__How to complete this task__. Give the number of lines in the listing that hold the word "points". Write nothing but that number.

__Data__.
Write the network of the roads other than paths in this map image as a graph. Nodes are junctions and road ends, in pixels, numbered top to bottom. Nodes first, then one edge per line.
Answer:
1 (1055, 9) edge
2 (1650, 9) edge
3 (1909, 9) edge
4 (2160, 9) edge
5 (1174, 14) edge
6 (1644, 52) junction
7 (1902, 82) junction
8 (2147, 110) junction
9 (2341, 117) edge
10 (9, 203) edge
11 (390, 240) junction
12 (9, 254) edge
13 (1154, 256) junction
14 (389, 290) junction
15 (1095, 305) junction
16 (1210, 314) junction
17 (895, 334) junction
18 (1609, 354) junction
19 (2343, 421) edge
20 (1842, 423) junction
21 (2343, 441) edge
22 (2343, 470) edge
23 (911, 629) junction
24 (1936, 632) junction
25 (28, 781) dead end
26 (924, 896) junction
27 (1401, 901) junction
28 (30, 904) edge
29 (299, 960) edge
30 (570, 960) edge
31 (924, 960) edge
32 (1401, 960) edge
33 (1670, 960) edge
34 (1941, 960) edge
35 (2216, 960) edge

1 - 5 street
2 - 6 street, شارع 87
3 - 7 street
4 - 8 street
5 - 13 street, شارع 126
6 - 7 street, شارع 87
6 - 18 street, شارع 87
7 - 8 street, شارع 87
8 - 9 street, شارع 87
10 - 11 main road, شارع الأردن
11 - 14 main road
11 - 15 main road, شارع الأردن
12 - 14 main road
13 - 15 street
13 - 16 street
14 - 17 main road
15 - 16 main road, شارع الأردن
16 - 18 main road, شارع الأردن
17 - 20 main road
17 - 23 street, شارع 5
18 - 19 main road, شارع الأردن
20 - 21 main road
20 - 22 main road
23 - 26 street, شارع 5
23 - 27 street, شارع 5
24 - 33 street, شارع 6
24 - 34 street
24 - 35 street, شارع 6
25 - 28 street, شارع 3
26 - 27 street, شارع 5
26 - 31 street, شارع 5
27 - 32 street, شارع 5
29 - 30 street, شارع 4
==
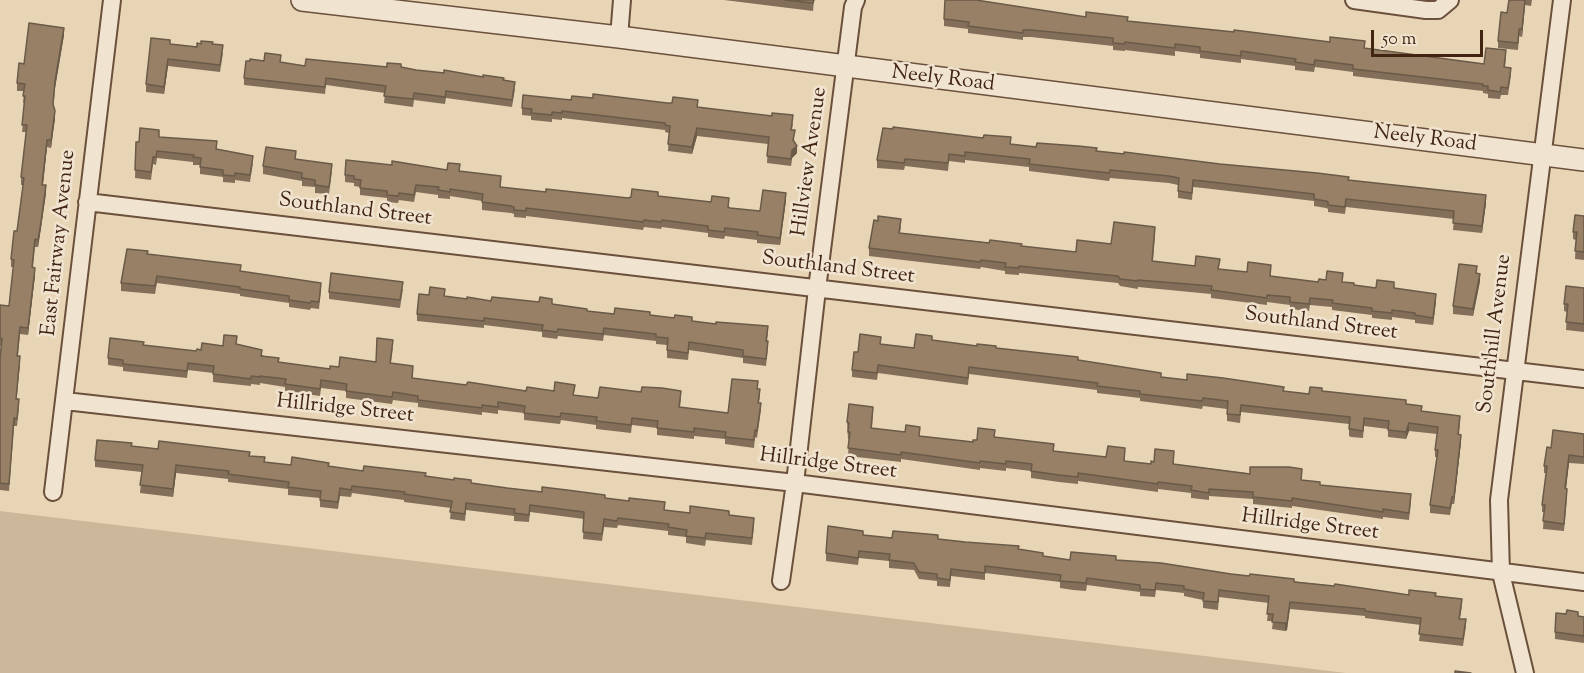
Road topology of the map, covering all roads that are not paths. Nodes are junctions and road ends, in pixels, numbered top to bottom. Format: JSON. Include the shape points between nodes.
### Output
--
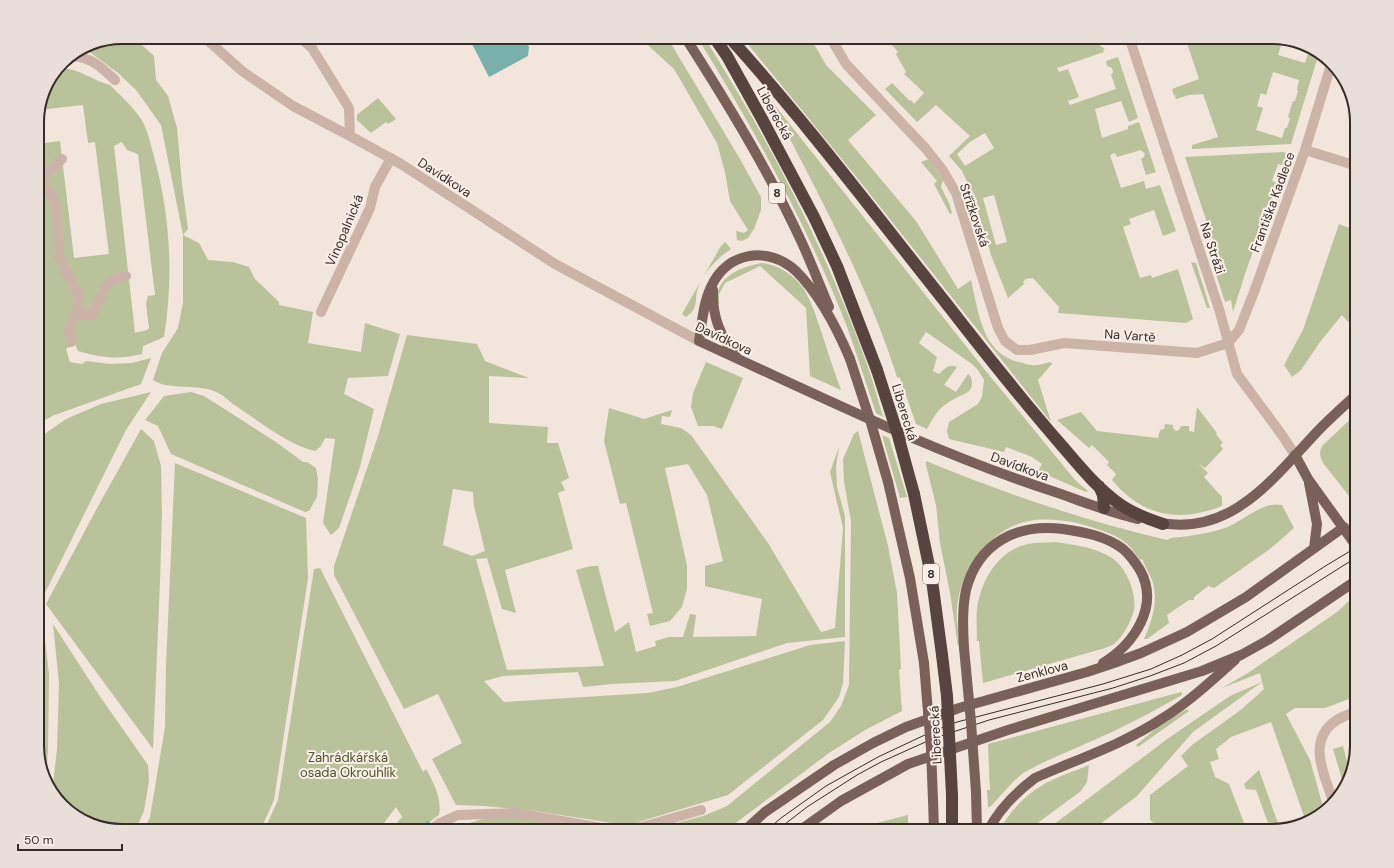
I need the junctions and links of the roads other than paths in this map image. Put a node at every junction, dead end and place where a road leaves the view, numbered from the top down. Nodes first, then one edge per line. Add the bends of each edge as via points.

__Answer for the task__. 2